Problem statement:
Transcribe the records below in full; pictures stay out of the copy.

[Collection entries]
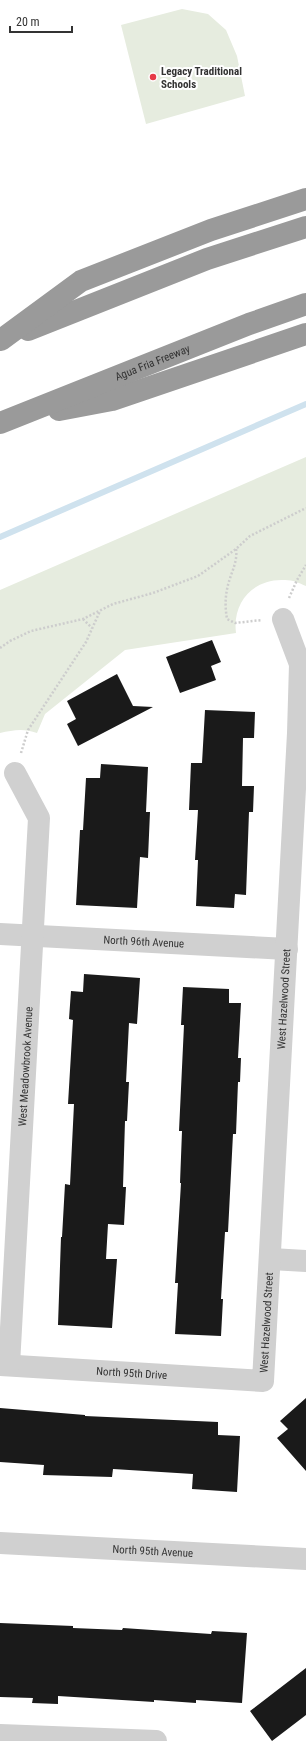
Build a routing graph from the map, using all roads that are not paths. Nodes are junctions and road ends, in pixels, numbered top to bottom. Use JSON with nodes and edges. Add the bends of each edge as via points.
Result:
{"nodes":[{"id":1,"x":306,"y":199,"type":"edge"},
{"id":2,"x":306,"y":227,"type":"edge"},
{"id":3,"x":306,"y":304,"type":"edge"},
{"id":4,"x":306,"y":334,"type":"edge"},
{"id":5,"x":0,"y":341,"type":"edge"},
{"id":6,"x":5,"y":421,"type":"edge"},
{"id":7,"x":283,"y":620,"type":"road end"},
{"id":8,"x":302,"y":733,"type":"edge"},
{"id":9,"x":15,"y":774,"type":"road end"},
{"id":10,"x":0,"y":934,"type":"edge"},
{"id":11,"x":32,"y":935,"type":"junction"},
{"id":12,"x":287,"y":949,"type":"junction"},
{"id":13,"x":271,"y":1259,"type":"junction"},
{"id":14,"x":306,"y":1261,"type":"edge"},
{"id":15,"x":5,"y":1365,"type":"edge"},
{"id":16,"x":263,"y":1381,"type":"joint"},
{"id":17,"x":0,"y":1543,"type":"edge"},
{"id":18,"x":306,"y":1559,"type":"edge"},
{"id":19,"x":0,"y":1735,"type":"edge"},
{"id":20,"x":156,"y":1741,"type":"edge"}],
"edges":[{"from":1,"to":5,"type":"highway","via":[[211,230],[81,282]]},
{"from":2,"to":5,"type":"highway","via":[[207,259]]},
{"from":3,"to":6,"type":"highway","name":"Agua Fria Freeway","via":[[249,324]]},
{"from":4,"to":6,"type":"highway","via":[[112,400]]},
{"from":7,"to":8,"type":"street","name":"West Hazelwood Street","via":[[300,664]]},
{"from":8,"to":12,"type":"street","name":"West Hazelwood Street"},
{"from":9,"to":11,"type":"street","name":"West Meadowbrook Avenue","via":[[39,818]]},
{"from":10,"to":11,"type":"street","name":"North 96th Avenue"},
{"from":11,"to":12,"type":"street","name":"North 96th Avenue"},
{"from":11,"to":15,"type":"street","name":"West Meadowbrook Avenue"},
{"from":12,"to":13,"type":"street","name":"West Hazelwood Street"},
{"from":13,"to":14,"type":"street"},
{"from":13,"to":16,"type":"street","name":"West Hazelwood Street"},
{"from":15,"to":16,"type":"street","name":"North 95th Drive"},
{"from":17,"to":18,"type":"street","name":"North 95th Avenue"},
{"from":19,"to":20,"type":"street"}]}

Solved exercise:
Build a routing graph from the map, using all roads that are not paths. Nodes are junctions and road ends, in pixels, numbered top to bottom. Use JSON with nodes and edges. Add the bends of each edge as via points.
Result:
{"nodes":[{"id":1,"x":306,"y":199,"type":"edge"},
{"id":2,"x":306,"y":227,"type":"edge"},
{"id":3,"x":306,"y":304,"type":"edge"},
{"id":4,"x":306,"y":334,"type":"edge"},
{"id":5,"x":0,"y":341,"type":"edge"},
{"id":6,"x":5,"y":421,"type":"edge"},
{"id":7,"x":283,"y":620,"type":"road end"},
{"id":8,"x":302,"y":733,"type":"edge"},
{"id":9,"x":15,"y":774,"type":"road end"},
{"id":10,"x":0,"y":934,"type":"edge"},
{"id":11,"x":32,"y":935,"type":"junction"},
{"id":12,"x":287,"y":949,"type":"junction"},
{"id":13,"x":271,"y":1259,"type":"junction"},
{"id":14,"x":306,"y":1261,"type":"edge"},
{"id":15,"x":5,"y":1365,"type":"edge"},
{"id":16,"x":263,"y":1381,"type":"joint"},
{"id":17,"x":0,"y":1543,"type":"edge"},
{"id":18,"x":306,"y":1559,"type":"edge"},
{"id":19,"x":0,"y":1735,"type":"edge"},
{"id":20,"x":156,"y":1741,"type":"edge"}],
"edges":[{"from":1,"to":5,"type":"highway","via":[[211,230],[81,282]]},
{"from":2,"to":5,"type":"highway","via":[[207,259]]},
{"from":3,"to":6,"type":"highway","name":"Agua Fria Freeway","via":[[249,324]]},
{"from":4,"to":6,"type":"highway","via":[[112,400]]},
{"from":7,"to":8,"type":"street","name":"West Hazelwood Street","via":[[300,664]]},
{"from":8,"to":12,"type":"street","name":"West Hazelwood Street"},
{"from":9,"to":11,"type":"street","name":"West Meadowbrook Avenue","via":[[39,818]]},
{"from":10,"to":11,"type":"street","name":"North 96th Avenue"},
{"from":11,"to":12,"type":"street","name":"North 96th Avenue"},
{"from":11,"to":15,"type":"street","name":"West Meadowbrook Avenue"},
{"from":12,"to":13,"type":"street","name":"West Hazelwood Street"},
{"from":13,"to":14,"type":"street"},
{"from":13,"to":16,"type":"street","name":"West Hazelwood Street"},
{"from":15,"to":16,"type":"street","name":"North 95th Drive"},
{"from":17,"to":18,"type":"street","name":"North 95th Avenue"},
{"from":19,"to":20,"type":"street"}]}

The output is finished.